Exercise objective:
Search the entries for the word "then" and report each line that has it.

Data extracts:

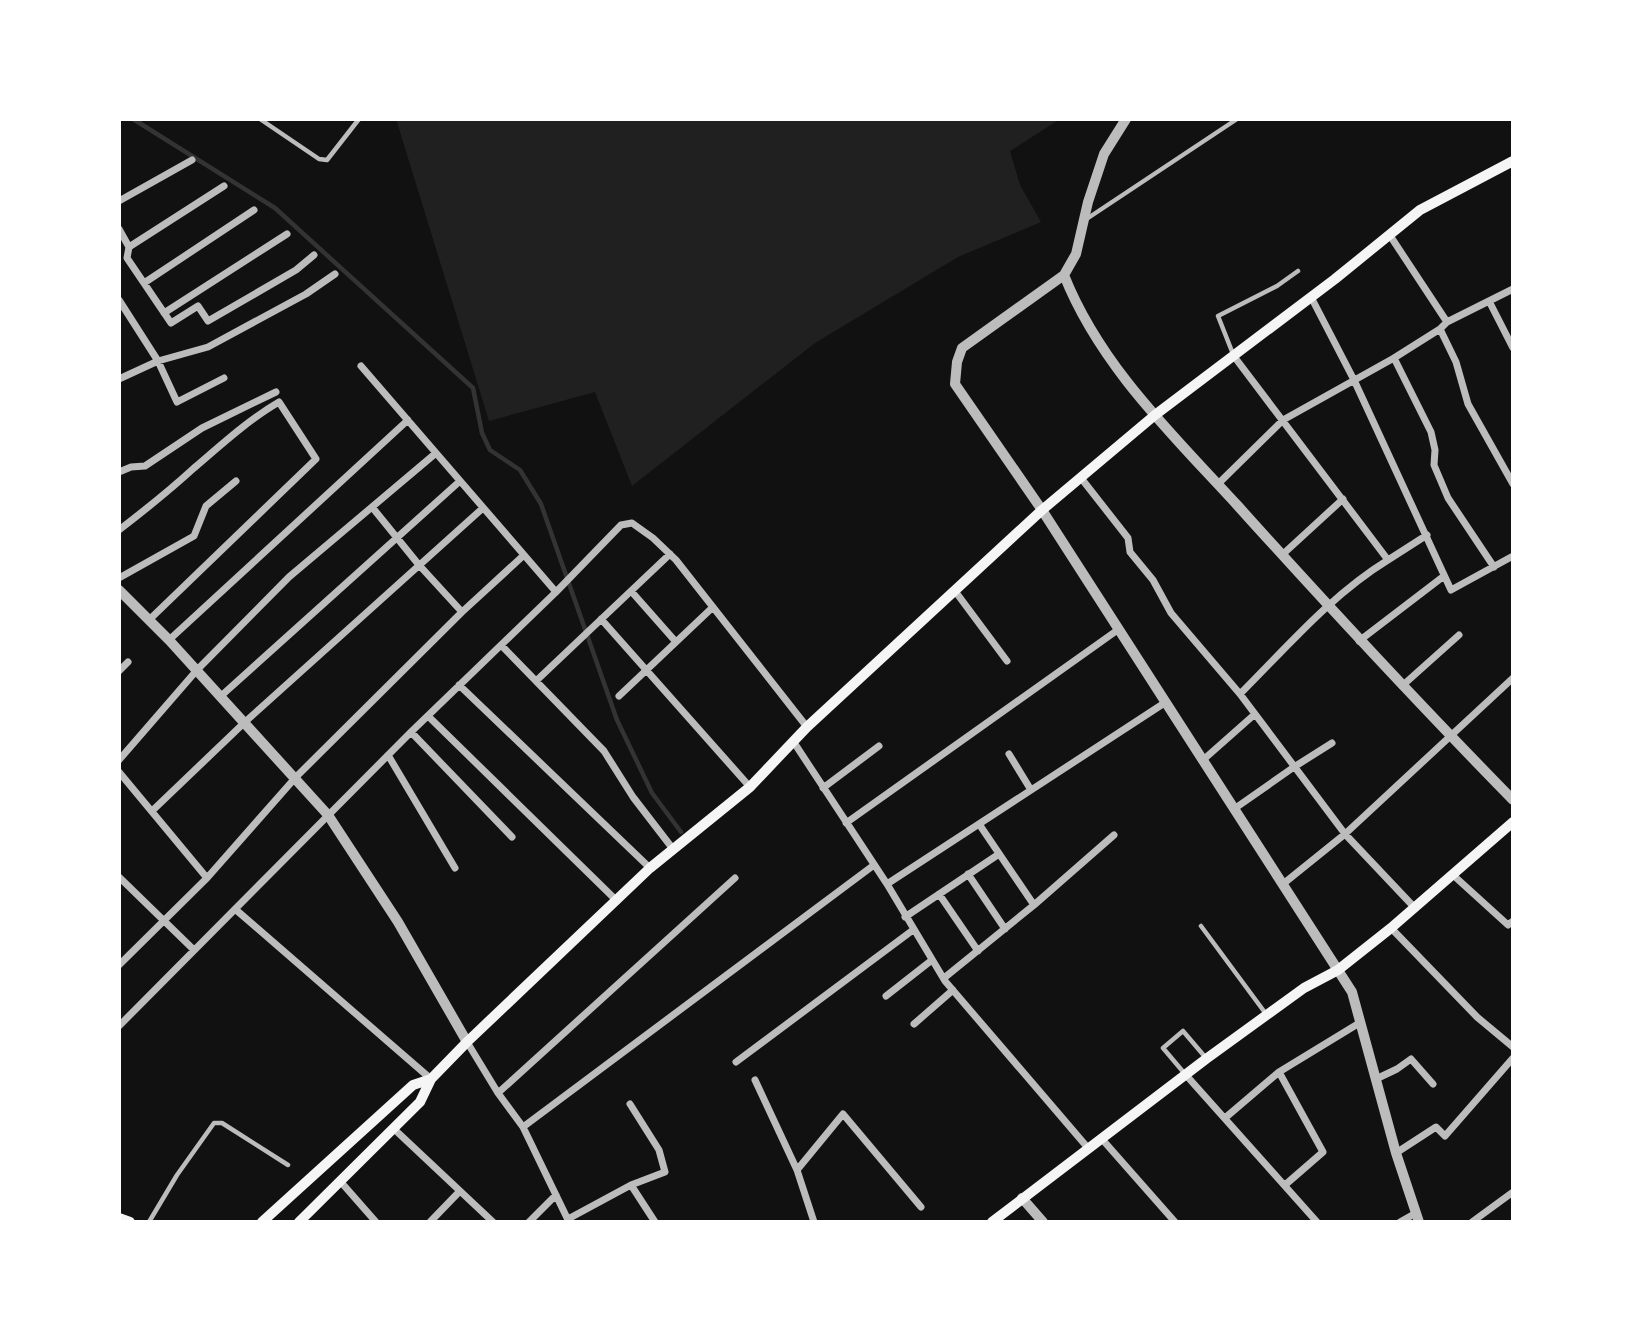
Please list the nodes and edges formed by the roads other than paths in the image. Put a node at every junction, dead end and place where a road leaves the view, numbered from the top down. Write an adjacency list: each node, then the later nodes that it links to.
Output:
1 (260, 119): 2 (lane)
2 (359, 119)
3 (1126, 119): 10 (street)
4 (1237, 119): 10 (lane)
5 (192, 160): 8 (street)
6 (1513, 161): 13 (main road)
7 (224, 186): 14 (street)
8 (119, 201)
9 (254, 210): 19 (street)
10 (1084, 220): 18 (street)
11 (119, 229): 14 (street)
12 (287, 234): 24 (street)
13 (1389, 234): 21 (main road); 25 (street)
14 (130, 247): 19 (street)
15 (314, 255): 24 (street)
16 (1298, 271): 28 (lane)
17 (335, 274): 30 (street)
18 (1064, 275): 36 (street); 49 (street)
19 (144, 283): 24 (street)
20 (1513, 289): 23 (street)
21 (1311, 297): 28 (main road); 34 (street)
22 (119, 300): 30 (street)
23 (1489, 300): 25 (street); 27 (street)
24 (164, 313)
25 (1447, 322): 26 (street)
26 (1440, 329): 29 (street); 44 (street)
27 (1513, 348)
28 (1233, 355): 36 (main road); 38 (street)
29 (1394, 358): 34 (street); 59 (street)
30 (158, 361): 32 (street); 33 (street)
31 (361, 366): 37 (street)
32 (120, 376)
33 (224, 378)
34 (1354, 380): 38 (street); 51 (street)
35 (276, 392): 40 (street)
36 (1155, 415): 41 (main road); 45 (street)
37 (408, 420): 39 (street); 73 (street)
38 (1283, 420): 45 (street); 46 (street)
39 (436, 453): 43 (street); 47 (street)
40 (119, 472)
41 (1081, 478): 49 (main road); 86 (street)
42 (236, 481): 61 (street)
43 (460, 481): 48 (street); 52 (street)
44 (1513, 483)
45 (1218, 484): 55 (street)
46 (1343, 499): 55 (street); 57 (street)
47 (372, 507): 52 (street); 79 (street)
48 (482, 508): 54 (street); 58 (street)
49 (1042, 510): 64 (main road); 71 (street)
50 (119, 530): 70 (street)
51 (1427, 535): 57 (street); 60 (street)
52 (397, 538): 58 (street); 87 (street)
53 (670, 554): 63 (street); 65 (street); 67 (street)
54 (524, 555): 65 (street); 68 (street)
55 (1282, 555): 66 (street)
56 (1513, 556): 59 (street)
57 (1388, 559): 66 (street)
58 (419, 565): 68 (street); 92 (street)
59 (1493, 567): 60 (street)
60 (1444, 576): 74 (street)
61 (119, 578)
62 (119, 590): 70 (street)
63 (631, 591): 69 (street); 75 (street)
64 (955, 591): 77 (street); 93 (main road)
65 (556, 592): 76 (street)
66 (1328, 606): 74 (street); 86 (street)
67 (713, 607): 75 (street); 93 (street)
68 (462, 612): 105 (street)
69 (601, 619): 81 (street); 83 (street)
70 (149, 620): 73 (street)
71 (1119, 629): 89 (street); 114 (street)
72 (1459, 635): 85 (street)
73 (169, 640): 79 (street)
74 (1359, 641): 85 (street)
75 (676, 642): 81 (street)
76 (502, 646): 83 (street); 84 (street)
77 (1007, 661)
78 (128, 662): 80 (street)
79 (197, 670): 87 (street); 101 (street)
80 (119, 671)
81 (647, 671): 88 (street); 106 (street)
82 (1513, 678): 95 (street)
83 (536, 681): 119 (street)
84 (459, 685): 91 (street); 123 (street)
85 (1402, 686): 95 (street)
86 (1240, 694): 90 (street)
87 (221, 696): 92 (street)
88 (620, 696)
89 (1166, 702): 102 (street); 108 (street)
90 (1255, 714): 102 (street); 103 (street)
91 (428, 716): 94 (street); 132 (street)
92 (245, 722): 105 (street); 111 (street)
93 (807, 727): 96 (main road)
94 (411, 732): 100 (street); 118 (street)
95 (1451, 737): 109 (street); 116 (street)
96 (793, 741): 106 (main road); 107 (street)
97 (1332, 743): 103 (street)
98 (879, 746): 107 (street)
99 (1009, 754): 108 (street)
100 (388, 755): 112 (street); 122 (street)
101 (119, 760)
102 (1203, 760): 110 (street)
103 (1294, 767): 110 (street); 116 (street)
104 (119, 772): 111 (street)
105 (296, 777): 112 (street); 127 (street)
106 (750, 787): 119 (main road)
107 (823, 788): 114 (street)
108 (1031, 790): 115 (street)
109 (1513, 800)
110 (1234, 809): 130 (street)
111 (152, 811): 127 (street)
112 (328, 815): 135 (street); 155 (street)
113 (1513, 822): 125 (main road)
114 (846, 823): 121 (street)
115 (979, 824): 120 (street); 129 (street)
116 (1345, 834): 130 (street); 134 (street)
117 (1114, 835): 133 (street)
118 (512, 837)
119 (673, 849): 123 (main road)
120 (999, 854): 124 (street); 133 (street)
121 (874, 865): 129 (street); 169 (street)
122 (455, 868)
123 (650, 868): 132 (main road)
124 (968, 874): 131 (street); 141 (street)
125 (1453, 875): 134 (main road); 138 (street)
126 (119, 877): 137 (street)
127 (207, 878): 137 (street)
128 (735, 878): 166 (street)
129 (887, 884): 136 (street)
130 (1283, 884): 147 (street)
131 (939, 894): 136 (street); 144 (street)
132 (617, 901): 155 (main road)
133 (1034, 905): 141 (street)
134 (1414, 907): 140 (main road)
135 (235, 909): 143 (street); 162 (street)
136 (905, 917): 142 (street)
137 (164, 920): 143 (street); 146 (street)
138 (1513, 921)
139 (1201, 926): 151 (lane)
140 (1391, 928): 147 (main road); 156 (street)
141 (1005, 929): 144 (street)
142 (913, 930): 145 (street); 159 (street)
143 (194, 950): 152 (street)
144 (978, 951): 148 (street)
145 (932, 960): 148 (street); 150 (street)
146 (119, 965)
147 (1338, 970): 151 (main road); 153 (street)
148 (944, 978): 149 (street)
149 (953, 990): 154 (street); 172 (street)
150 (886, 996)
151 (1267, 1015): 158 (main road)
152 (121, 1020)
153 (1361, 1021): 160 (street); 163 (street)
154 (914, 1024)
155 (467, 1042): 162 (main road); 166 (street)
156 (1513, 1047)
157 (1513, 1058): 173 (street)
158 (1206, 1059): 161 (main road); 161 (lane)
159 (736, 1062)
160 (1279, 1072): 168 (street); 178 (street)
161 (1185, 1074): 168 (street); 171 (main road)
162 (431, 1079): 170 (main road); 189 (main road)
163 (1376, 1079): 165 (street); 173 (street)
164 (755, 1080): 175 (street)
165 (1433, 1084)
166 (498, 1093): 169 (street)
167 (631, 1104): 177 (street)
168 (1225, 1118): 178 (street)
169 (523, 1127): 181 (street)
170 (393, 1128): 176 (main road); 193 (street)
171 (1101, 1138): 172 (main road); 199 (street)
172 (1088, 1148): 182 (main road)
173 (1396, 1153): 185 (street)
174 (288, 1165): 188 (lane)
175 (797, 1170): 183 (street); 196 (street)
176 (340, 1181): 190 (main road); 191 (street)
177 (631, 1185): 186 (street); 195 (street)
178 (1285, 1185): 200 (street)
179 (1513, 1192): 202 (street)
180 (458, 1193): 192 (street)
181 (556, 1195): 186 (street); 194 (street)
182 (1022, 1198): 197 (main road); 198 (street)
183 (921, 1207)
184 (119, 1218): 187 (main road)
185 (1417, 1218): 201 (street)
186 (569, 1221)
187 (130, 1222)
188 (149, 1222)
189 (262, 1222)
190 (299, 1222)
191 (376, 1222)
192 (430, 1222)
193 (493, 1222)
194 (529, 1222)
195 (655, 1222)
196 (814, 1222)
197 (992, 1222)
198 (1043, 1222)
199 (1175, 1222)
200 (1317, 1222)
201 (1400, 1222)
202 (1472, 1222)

...

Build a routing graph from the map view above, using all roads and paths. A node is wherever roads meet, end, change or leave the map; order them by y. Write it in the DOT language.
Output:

...

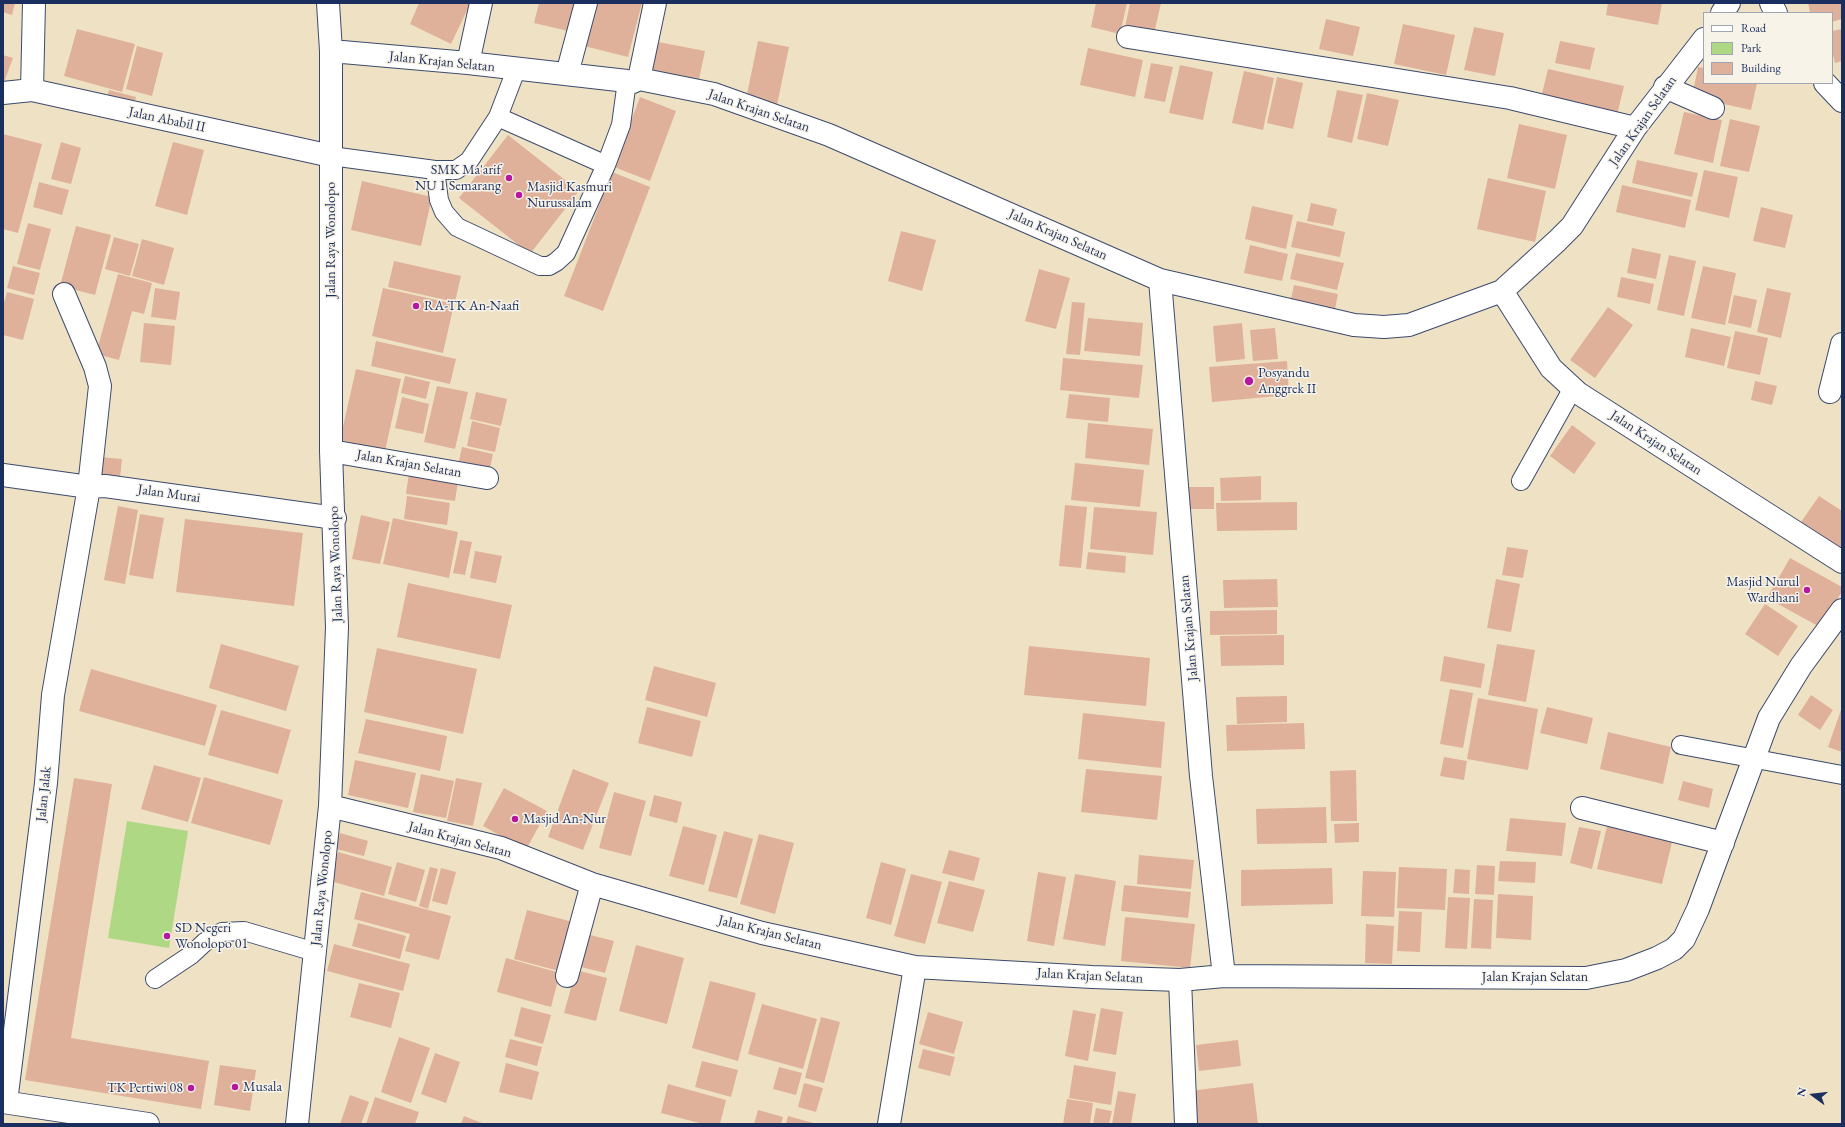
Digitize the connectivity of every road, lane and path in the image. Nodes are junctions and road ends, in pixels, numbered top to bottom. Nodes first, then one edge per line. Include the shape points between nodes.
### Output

Written answer:
Please list the nodes and edges formed by the roads other than paths in the image. Put a node at every junction, dead end and place where a road leaves the view, numbered from the top down. Write an adjacency list: each node, then the later nodes that it links to.
Digitize the connectivity of every road, lane and path in the image. Nodes are junctions and road ends, in pixels, numbered top to bottom. Nodes first, then one edge per line. Include the shape points between nodes.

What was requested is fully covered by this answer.